The trade-offs between health and the economy during the COVID-19 pandemic

Closed for COVID-19 sign

By Randall Eberts and Zachary Brown

May 5, 2020

It has been more than three months since the first case of COVID-19 was reported in Snohomish County, Washington, on January 21. Since that one case in that one county, we have exceeded 1.1 million confirmed cases and more than 67,000 deaths—and still counting. The rapid spread of the virus has exacted tremendous hardship on the population, affecting people’s health and livelihoods.

To address the health consequences of this pandemic, most governors closed nonessential businesses and ordered residents to stay home. Since California first instituted such orders on March 19, all but 10 states had followed suit by early April, keeping 90 percent of the U.S. population confined to their homes and sending the nation’s economy into a tailspin. To help contend with economic hardships, Congress passed four federal relief laws, totaling more than $3.6 trillion. Despite the continued threat of illness and even death, many people are feeling the urge to return to work and to regain some sense of normalcy. Governor Brian Kemp of Georgia authorized resuming many business operations starting on April 24, and at least 13 additional states have begun to ease their stay-at-home restrictions and reopen businesses. Yet, even with the relaxing of restrictions in Georgia and other states, residents still must practice good social distancing, such as wearing face coverings while in public, and large gatherings, such as sports events or concerts, are still prohibited.  In some states, hospitals and doctors’ offices do not expect to be operating normally until September.

The impacts on both the economy and people’s health are profound. Beginning the week of March 15, initial claims for unemployment insurance (UI) benefits surged by more than 3 million—itself an all-time record—and have since totaled over 30 million. As of April 18, nearly 18 million people were receiving benefits, about 1 in 8 workers.  

At the same time, the number of COVID cases has grown to 34 cases per 10,000 people, up from 23 per 10,000 in just two weeks. These incidence rates vary widely across states. At the end of April, New York reported 156 cases per 10,000 people—the highest rate in the nation—and Montana reported the lowest rate, with over 4 cases per 10,000 people.  

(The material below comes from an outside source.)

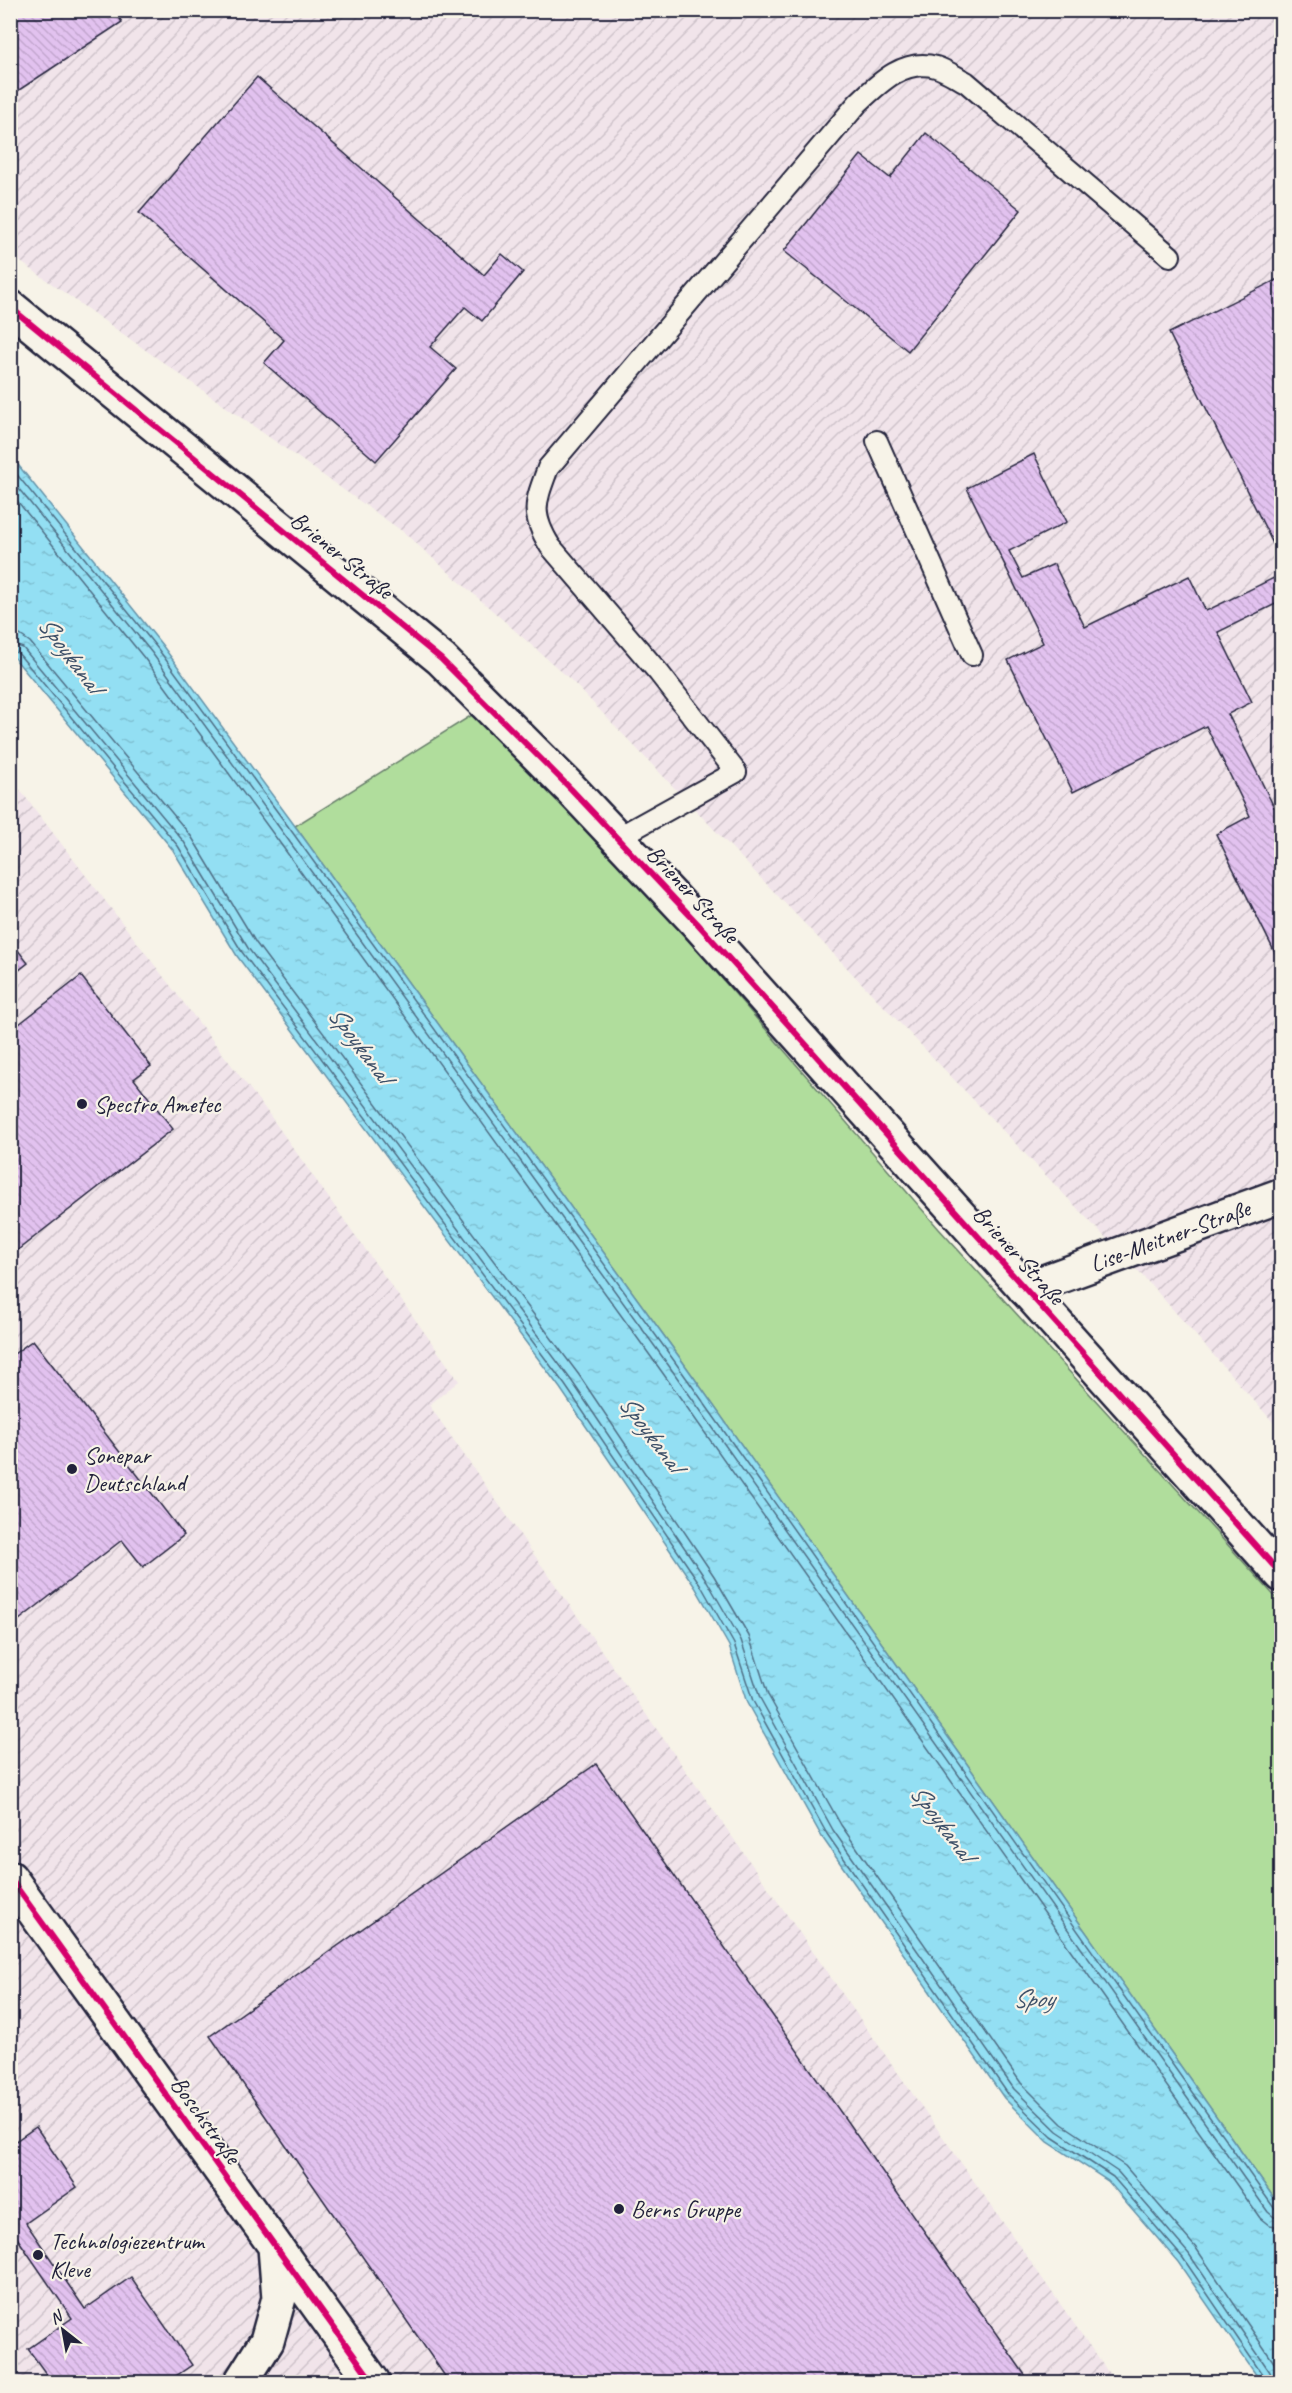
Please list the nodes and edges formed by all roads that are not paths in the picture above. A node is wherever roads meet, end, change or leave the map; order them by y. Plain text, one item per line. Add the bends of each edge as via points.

Figures 1 and 2 place these two measures—COVID cases and initial UI claims, both per 10,000 people—on the same graph to showcase the trade-off between economic and health-related hardships. The figures show respective snapshots in time: March 14 and April 18. In the March 14 graph, there is little trade-off: the surge in filings for UI benefits had not yet begun, and Washington was the only state that had enough COVID cases relative to its population to put it above the rest of the states. At that time, New York had the same number of cases as Washington, 609, but with a much larger population

By April 18, 35 days later, the landscape had changed dramatically, as shown in Figure 2.  New York had nearly 240,000 COVID cases, or 122 cases per 10,000 people, and Washington State had 12,000 cases, or about 14 cases per 10,000 people. By the 88th day after the first case appeared in the country, states like New York, New Jersey, and Massachusetts—which moved quickly up and to the left in the graph—contended with many more COVID cases relative to initial UI claims than states like Florida, Georgia, and Kentucky, which moved to the right. 

As mentioned above, some states, including Florida and Georgia, have begun to reopen businesses. Supporters argue that these reopenings have coincided with a slowdown in the growth of COVID-19 in their states, and there is some evidence in support. Of the more than a dozen states that have shown a sustained decline in confirmed cases, roughly half have eased their stay-at-home bans and business restrictions. However, this pattern is not universal: some states that have eased restrictions have seen their new case levels plateau or even tick up.   

Other states, such as Louisiana and New York, have maintained restrictions as caseloads lighten. These states may prefer to protect the population’s health even at high economic cost, perhaps because of the severe consequences they have already experienced with COVID-19.  Still other states may choose a more balanced approach between health and the economy.  

Unfortunately, it’s not clear which of these paths is the best option. The constellation of states shown in Figure 2 may again look quite different in just a few weeks. Whatever our preferences, the novel coronavirus is likely to upset them. Experts have reminded us that social distancing and personal protection are necessary precautions until a vaccine or effective treatment is in place. The cost of following these guidelines for the safety of workers and residents is a lagging economy and a slow return to normalcy.